P.s. I’m still working on a better sign off

The Adventure Starts

I’ve never known how to start intros and also because I have no experience with blogging so I will just dive right in and talk about the purpose of this blog, who I am, and what to expect from this as a reader. Honestly, I’m not sure who my audience would be (maybe friends and family?) as this blog is purely intended for my own personal use. This will be a reflection on my experience at Redwood Code Academy and web/software development journey.

I recently quit my job as a project manager/consultant at a Software As A Service (SaaS) company to pursue a career in web/software development. Don’t be fool by the title, it sounds more impressive than it really is. The majority of my work was mindless, repetitive tasks. I felt that I was wasting my life there, one spreadsheet at a time. Days turned into weeks, weeks into months. Finally, one day I decided to start coding again for shiz n gigz. That day reignited something in me, it made me realized why I dropped out of CS at CSLUB and pursued an IS degree at CSUF. The truth is that I’ve always enjoyed coding but the CS degree required really high math and science (Calc 2/3 and Physics 2/3) which I’ve failed a couple of times, which forced me to pursue the next closest thing to a CS degree, Information Systems. I remember struggling in an Intro to C# class but I thoroughly enjoyed it.

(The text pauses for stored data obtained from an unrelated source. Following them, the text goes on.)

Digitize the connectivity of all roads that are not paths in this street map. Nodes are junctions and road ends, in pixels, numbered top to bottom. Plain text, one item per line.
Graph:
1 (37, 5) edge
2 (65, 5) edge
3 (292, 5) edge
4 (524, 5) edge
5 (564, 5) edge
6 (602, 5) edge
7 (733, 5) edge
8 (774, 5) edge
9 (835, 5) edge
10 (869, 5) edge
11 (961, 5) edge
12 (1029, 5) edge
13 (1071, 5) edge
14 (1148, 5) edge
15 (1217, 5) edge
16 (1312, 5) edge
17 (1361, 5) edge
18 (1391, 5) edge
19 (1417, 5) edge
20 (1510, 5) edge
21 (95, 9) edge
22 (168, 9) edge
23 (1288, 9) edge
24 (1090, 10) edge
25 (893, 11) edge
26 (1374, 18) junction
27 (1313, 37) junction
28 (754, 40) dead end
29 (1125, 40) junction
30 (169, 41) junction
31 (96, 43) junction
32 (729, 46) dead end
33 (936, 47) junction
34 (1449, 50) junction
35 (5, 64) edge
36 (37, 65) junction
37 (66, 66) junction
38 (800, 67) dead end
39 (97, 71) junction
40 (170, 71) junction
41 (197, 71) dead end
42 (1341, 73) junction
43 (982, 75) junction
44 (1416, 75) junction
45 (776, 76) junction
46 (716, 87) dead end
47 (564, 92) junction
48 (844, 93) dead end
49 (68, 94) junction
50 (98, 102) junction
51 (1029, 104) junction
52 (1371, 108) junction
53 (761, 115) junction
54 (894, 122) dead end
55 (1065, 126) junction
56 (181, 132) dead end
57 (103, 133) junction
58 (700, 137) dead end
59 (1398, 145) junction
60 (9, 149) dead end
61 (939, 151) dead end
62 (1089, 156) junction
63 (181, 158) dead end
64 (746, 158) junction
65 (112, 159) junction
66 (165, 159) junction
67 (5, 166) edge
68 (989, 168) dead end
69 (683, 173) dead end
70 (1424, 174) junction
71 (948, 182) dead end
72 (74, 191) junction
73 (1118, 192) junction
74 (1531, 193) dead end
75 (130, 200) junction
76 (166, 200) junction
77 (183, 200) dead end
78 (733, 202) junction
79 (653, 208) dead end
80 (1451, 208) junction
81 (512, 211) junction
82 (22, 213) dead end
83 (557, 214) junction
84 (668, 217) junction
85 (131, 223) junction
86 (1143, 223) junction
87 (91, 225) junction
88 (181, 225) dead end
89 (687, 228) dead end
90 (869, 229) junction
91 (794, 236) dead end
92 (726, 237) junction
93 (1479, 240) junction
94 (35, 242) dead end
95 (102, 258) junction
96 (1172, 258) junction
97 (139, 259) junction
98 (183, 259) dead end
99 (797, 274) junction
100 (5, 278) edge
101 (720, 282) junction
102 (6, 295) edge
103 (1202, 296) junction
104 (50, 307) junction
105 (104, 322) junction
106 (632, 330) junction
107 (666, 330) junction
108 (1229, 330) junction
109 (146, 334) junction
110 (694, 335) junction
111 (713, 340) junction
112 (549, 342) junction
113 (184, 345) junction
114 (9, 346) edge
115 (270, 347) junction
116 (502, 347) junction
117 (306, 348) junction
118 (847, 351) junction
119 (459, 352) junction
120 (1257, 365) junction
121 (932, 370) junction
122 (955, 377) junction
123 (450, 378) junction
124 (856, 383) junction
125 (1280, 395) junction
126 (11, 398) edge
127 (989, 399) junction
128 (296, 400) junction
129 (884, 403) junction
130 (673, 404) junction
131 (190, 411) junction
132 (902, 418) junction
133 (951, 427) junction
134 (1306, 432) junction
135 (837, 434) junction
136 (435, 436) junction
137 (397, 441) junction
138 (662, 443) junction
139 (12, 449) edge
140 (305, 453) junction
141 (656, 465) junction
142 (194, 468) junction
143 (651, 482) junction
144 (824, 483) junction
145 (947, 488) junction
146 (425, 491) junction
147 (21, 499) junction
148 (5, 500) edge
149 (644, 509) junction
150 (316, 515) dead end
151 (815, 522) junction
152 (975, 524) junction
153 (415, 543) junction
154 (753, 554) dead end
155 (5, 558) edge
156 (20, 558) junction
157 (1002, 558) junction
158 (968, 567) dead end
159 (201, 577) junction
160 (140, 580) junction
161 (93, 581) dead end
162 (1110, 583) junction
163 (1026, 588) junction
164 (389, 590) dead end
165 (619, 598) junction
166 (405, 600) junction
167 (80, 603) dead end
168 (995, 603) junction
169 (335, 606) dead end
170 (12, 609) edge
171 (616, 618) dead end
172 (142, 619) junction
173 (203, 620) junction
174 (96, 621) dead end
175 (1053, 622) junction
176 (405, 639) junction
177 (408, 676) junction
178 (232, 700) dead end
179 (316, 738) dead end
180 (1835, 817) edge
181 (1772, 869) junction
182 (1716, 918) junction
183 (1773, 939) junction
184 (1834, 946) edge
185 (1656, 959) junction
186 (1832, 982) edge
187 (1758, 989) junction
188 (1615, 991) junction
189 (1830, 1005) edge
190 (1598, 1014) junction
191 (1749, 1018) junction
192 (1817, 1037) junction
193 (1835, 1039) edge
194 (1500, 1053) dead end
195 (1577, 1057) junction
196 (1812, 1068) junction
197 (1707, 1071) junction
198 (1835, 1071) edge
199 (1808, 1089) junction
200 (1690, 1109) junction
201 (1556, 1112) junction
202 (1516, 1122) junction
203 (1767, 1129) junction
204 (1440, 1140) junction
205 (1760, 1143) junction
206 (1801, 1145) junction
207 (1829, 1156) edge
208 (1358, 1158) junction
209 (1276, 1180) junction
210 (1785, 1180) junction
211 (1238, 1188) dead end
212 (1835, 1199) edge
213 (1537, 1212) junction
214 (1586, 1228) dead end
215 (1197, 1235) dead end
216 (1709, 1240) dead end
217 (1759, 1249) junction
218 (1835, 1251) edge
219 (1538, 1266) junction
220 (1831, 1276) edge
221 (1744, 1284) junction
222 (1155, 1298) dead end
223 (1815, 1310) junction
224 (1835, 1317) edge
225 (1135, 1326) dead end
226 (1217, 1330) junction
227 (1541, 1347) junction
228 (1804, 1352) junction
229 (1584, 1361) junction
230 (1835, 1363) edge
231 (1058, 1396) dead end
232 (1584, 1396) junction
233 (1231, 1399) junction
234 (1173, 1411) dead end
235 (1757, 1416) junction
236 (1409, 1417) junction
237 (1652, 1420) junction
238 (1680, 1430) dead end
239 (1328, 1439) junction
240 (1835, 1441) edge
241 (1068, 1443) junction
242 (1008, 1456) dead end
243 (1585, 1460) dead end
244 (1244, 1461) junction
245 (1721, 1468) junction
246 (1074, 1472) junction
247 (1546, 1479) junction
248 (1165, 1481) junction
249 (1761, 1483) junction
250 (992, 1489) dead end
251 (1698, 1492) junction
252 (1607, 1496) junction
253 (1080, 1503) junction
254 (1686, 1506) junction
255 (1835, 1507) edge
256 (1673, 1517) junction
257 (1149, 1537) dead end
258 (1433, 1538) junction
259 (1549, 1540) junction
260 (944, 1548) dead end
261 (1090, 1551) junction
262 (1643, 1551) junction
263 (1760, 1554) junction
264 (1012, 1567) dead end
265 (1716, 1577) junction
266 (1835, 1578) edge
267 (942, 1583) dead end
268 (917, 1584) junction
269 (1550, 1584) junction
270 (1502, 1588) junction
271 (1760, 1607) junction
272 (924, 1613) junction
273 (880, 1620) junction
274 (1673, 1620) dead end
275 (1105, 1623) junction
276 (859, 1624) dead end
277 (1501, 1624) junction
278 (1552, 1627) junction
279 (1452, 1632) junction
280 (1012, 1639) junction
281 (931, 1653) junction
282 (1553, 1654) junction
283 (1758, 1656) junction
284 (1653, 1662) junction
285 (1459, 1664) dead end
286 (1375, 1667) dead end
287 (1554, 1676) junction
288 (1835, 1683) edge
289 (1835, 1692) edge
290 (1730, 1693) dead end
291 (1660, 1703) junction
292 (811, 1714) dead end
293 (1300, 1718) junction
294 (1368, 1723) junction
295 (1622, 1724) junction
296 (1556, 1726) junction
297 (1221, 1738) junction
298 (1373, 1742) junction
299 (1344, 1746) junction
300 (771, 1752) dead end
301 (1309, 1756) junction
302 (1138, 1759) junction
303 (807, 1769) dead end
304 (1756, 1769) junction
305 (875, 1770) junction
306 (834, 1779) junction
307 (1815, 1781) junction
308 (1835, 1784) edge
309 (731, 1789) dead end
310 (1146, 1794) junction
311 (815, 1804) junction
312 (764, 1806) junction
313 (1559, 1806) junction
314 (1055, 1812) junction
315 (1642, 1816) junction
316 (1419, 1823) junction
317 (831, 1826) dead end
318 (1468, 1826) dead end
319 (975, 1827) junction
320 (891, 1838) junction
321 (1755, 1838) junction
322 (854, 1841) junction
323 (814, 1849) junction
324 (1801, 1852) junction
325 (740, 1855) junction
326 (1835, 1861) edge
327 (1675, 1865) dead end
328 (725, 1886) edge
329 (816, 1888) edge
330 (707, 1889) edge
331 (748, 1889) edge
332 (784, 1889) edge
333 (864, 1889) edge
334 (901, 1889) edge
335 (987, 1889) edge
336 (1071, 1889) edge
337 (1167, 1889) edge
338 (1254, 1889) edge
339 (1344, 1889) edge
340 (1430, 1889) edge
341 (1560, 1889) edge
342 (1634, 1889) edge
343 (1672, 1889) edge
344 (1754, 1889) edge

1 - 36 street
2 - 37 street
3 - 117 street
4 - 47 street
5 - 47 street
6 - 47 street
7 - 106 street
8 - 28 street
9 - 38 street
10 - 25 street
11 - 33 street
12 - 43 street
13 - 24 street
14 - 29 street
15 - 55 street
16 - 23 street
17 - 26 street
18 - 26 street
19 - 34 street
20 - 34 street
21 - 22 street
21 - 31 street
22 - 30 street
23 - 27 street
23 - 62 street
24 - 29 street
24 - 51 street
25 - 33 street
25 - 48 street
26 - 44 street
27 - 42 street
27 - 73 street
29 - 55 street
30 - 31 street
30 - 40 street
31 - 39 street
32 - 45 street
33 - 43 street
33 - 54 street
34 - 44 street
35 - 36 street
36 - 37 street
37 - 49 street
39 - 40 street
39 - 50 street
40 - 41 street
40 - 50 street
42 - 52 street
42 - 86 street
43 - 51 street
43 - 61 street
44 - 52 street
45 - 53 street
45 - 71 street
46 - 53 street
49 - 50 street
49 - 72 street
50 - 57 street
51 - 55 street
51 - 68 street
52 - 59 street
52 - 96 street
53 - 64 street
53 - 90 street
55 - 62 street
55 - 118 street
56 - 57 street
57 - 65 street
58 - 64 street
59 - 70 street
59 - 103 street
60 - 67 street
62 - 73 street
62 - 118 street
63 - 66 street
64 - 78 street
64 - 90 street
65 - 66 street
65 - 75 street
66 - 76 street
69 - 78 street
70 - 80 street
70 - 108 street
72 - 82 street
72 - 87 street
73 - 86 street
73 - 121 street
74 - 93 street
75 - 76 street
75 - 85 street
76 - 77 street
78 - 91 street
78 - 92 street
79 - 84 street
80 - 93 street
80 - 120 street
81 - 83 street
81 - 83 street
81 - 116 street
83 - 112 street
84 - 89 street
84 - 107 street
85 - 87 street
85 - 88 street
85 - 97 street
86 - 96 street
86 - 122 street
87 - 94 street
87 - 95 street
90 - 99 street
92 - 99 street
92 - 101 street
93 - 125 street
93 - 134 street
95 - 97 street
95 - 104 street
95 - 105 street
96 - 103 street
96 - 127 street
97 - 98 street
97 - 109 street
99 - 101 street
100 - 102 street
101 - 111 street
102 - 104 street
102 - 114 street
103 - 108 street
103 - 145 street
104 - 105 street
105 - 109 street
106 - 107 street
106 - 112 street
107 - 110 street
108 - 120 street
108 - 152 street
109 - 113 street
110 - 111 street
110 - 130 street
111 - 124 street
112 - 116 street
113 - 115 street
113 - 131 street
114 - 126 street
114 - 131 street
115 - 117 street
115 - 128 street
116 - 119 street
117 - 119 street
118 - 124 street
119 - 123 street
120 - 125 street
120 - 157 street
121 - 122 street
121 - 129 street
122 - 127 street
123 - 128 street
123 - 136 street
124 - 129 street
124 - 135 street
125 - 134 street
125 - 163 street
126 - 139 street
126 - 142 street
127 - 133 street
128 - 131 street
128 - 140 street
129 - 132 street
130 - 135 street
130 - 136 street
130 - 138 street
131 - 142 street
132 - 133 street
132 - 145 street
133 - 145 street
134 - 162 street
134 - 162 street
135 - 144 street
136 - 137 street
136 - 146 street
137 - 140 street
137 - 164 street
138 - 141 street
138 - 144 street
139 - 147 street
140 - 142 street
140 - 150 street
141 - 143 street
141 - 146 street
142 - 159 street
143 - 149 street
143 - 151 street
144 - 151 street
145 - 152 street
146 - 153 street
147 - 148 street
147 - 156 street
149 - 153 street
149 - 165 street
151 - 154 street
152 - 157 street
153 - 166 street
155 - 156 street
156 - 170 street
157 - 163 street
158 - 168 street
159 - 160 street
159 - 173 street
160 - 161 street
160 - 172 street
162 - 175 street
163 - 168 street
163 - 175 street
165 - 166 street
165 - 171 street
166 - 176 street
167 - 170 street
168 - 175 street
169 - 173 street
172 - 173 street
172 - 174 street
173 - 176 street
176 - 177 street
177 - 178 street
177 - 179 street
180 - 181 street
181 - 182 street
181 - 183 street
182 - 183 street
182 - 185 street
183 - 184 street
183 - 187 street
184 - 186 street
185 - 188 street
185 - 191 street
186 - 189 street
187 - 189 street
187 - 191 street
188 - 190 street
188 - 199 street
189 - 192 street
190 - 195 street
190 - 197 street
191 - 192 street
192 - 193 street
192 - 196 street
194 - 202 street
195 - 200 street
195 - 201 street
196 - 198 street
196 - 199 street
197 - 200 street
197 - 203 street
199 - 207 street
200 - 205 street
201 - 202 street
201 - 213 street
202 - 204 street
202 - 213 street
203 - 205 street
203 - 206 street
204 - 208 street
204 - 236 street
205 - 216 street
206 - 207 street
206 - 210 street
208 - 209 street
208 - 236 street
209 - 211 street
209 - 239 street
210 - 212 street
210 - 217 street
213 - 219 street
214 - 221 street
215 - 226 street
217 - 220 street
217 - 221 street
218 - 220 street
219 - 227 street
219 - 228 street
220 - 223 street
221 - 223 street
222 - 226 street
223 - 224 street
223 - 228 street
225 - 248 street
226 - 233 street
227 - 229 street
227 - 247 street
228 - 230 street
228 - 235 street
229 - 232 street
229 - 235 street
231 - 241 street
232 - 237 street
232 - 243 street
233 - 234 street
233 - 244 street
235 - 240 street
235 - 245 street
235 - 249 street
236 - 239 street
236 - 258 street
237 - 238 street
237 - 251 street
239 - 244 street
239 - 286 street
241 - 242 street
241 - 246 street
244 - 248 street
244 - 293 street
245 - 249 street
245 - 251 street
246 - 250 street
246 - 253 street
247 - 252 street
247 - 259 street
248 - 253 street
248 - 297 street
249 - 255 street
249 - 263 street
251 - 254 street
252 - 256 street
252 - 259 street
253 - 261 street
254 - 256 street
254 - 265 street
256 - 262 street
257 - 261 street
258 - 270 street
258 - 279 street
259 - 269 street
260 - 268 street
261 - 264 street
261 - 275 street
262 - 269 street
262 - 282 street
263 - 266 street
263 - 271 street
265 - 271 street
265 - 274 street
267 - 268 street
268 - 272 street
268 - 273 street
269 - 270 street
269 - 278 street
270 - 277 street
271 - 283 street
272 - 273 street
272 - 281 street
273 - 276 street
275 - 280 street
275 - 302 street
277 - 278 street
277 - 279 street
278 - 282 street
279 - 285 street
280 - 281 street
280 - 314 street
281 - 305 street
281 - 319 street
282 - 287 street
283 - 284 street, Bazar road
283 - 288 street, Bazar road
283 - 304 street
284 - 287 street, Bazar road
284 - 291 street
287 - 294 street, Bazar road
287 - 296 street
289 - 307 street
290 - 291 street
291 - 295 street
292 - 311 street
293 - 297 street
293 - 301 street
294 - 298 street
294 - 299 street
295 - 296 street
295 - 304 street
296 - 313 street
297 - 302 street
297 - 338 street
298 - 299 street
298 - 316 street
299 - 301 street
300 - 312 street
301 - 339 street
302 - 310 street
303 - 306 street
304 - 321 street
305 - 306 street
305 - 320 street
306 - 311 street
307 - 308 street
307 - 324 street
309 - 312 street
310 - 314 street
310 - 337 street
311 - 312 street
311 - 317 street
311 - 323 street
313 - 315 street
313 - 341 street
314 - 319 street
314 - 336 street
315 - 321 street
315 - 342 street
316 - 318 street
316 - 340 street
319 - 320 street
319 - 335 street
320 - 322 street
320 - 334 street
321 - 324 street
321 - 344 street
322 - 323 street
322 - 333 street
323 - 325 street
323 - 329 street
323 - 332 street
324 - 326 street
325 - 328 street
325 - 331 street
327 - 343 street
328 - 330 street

Eventually, my after work coding started to creep its way into my actual work hours, and that’s the moment I knew that I should quit and pursue this full time and find a career in software development. After many weeks of researching between self-taught vs community college vs coding camp. I decided to go with a coding camp for various reasons. Specifically, I decided to go with Redwood Code Academy for both professional and personal reasons. The professional reason is due to the stacks or languages they offer, C# and .Net. While, the personal reason is for their staff, especially their director, Karim. He treated me like I was a real person and really believed that I can benefit from a coding camp due to my previous technical background.

The full immersive program starts tomorrow ( or today at 10 AM) I am both nervous and excited for it. Even though, I have been attending the prep courses this past week. I do want to keep track and input what concepts I have/had difficulties with. I figured why wait until the actual program starts, the sooner you (or I) start it, the better!

Difficult concepts:
The concepts or issues that I’ve had during the prep courses were: resizing images with CSS, how to display block content horizontally, and centering texts vertically.


  1. Resize an image with CSS:
    There are many ways to resize an image with CSS but the most important thing is to define it as a class or an ID in order to select and stylize it with CSS.
  2. How to display block or similar content horizontally:
    I can encompass similar content within a container and define it as a class. Then, declare those content as its own individual classes then stylize it with CSS. Specifically, have them “float: left” or I can use “display: in-line block” — Will expand on this when I am less sleepy and have more time.
  3. Centering texts vertically:
    To center texts vertically (from the top and bottom) I would need to use stylize the class and its content with CSS by using “padding-top: xxPx” or “padding-bottom: xxPX” depending on the situation. — Will also expand on this.

Going forward, I will be tracking my progression in this formula. I will list the difficult concepts then solutions that I have found for it. What I hope to gain from this is a deeper understanding of the concepts I have difficulties with and if I can come up with better solutions later on. I also hope to increase my creative writing skills and I REALLY want to make this blog a bit funnier (or entertaining) but since I am new to blogging I’m not quite sure how to do it. If you know me IRL then you know that I am a bit of a goofball but when it comes to blogging or writing in general I tend to be more serious. That’s it for now, long day ahead tomorrow.